(BUENOS AIRES).- «Lo pidieron hace una semana y la orden la dieron recién anteayer. Le dieron tiempo suficiente para que él se entere y saque todo lo que lo comprometa de la casa», cuestionó el abogado Leonardo Sigal sobre la demora en el allanamiento ordenado en la nueva causa contra L-Gante. El cantante fue denunciado por supuestas amenazas a la familia que usurpó la casa de un familiar suyo y el letrado, que ya lo había denunciado en una causa anterior, analizó en detalle los riesgos judiciales que enfrenta.
Sigal habló en el programa Nuevo Día, de lunes a viernes a las 10 horas por Ciudad Magazine, y repasó el historial penal del músico. El abogado recordó que, por su denuncia previa, Elián estuvo tres meses detenido. Según su información, el artista tiene una condena confirmada por la Cámara y por Casación, que fue reducida a dos años y medio y vence en mayo de 2027.
La condena condicional y el riesgo de volver a prisión
El letrado explicó que Valenzuela «sigue con la condicional todavía», lo que implica reglas de conducta estrictas: no cometer nuevos delitos, no consumir estupefacientes ni alcohol y no vincularse con delincuentes.
Si el juez interpreta que L-Gante incumple alguna de esas condiciones, el cuadro se complica. «Puede, a pedido del fiscal o del particular damnificado, solicitar la detención rigurosa», detalló Sigal. En ese caso, el cantante debería cumplir el resto de la condena —hasta mayo de 2027— en prisión. Además, el abogado remarcó que, aunque el músico cumpliera la condena, sus antecedentes penales permanecen en el sistema durante diez años, de modo que ante un nuevo procesamiento la Justicia puede tenerlos en cuenta para agravar su situación.
Sobre la denuncia más reciente, Sigal precisó que se trata de una investigación penal preparatoria por amenazas coactivas. Para pedir la detención en este expediente, el fiscal debe acreditar peligro de fuga o entorpecimiento probatorio. Hasta el momento no pidieron ninguna medida cautelar contra el cantante y esperan ver cómo evoluciona la causa y qué pruebas se suman. Aun así, el letrado advirtió que si el fiscal lo cita a indagatoria y logra reforzar la hipótesis con pruebas, podría notificar a la causa anterior y solicitar la detención.
El allanamiento en el marco de la nueva causa ya se concretó, aunque sin resultados: el operativo resultó negativo y la investigación sigue su curso. La demora entre el pedido y la orden judicial generó las críticas de Sigal, quien interpretó que ese margen de tiempo jugó en contra del avance de la causa.

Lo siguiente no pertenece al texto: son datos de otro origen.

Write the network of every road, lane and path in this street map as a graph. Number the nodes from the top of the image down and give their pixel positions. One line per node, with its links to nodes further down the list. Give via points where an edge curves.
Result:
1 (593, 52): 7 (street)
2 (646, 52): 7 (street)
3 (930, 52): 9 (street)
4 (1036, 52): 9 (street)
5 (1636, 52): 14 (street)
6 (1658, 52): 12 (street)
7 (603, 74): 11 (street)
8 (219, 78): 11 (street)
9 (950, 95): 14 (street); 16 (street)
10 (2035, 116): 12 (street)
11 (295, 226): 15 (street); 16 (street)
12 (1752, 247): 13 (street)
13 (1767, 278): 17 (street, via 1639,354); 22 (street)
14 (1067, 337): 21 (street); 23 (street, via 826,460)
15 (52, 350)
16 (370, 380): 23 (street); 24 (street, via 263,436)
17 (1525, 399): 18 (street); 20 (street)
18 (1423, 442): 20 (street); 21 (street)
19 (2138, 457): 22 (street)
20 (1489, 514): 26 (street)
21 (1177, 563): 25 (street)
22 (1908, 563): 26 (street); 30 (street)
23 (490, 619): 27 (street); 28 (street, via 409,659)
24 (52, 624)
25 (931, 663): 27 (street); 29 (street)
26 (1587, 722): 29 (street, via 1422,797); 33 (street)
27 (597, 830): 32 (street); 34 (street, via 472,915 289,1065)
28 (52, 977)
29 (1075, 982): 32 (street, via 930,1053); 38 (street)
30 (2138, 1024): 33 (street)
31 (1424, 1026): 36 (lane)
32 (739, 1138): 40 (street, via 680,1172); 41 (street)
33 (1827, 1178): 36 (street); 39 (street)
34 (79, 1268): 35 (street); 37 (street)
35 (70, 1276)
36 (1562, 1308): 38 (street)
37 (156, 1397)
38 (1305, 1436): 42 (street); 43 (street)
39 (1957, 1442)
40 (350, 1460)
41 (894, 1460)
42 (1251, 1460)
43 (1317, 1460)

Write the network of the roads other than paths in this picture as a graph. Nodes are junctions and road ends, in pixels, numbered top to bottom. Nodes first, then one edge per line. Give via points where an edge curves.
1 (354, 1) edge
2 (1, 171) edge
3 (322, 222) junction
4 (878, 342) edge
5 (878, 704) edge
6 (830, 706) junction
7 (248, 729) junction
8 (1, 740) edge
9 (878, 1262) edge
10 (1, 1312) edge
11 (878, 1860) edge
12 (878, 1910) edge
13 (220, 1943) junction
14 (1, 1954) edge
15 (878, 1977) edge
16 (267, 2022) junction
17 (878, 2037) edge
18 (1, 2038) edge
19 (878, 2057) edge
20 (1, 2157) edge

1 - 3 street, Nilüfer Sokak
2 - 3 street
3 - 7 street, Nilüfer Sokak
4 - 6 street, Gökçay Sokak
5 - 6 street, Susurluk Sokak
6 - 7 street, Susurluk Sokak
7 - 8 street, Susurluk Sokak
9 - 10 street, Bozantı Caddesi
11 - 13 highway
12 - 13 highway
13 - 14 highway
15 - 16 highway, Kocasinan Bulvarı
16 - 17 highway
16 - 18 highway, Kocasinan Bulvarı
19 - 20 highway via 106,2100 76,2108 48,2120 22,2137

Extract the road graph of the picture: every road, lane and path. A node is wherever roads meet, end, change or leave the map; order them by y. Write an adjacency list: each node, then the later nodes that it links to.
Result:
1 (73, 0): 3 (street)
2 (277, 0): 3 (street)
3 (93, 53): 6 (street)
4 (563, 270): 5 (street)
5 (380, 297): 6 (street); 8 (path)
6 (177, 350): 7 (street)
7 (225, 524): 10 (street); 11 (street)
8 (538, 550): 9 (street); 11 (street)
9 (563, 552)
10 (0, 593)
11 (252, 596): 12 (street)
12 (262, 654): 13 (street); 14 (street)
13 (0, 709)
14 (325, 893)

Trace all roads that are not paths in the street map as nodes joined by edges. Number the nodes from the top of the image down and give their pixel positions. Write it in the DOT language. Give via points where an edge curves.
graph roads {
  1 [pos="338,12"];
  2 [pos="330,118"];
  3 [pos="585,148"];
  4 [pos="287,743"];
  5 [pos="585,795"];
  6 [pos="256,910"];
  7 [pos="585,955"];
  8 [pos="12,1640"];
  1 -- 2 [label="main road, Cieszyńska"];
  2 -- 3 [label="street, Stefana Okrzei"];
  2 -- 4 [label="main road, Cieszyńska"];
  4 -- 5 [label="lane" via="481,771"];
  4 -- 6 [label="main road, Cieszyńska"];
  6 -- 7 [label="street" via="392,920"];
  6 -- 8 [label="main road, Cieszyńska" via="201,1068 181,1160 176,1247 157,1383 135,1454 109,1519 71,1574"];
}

Los próximos pasos del expediente apuntan a la evidencia técnica y documental. El fiscal solicitará el análisis de las antenas de los celulares secuestrados —uno de ellos de L-Gante— y peritará la camioneta incautada. También revisarán los libros de guardia de la vivienda en el country Terravista para determinar si el cantante estuvo en el lugar del hecho. «Todos esos indicios van a ir cercando la participación efectiva de él», concluyó el letrado.